2ª Viagem - 9 de Junho de 1984
Senti a presença do amigo do mar. Vi-o mais de perto. Tinha então os olhos castanhos-claros amendoados. Preparei-me várias vezes para acompanhá-lo mas não fui, achando que iriam precisar de mim para auxiliar na incorporação de algum irmão que pressentia chegar. Por três vezes fui até a porta e voltei. Numa dessas vezes fiquei sentado no banco perto da porta. O amigo aguardava-me de pé, esperando que eu me decidisse acompanhá-lo. Foi quando vi um viajante do espaço (assim achei que fosse), físico semelhante ao nosso, de pé, atrás de um dos componentes do grupo. Vestido de branco, com detalhes e capacete pratas, abriu e ergueu algumas vezes os braços de forma significativa, embora para mim incógnita. Fiquei curioso a respeito do seu rosto. Como se lesse o meu pensamento, tirou o capacete. Tinha traços finos, pele clara, olhos azuis e cabelos no ombro, também claros, quase brancos. Nada falou. Mas seu rosto irradiava calma e paz.
Resolvi acompanhar o amigo da viagem anterior. Quando começamos a volitar em direção ao mar, ouvi sinais de incorporação dificultosa, então resolvi voltar definitivamente. Pedi desculpas a ERSAM (foi quando ele revelou seu nome) pelo esforço e tempo perdidos. Fiquei triste com os transtornos, indecisões e principalmente de ter tomado o tempo daquela criatura.
Senti então que me vinham à mente revelações:
1 - ERSAM era habitante de uma cidade submarina chamada ARMAT.

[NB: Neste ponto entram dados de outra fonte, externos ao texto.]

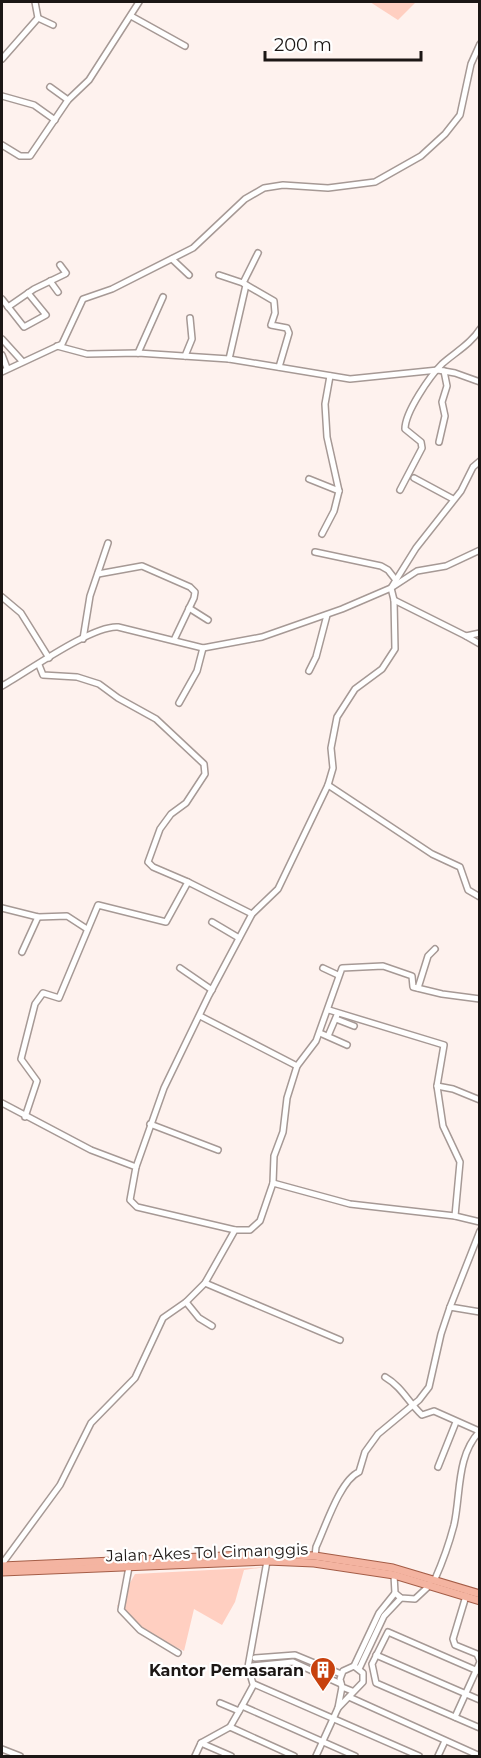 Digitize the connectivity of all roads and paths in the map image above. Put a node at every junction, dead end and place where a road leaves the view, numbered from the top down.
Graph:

2 - Que se ligássemos Trindade ou Martins Vaz a Fernando de Noronha com uma reta, e a partir daí construíssemos um triângulo equilátero, ARMAT ficaria situada nesse terceiro vértice.
3 - Consegui divisar um aglomerado de construções simples, retas, com coberturas inclinadas que serviam para captar energia e luz solar. Consegui também ver planos inclinados, formados por cristais de sal da própria água do mar, aglomerados com precisão e forma científicas, encadeados pela tecnologia avançada dos homens de ARMAT. A luz do sol incidente em cada um desses planos refletia e era sucessivamente rebatida nos seguintes, até o fundo do mar, sem perder o brilho ou o calor. Perguntei-me a respeito de objetos atravessando estes planos atômicos, como por exemplo navios, peixes, etc, e recebi uma resposta surpreendente: esses planos podem ser atravessados sem que se perceba ou que se afete o que lhe interfere. No entanto, uma força poderosa os recompõe imediatamente, sem prejudicar o fornecimento de energia e luz, tendo em vista que sobre cada cidade o aglomerado de planos era bastante extenso. Percebi também que esses planos não são grandes em tamanho, porém formam conjunto de trilhões. A captação de luz durante o dia assemelha-se a uma chuva maravilhosa de luz piscando nos cristais do sal, vibrando em todas as cores conhecidas, como se fossem milhões de águas-vivas. Um espetáculo inimaginável.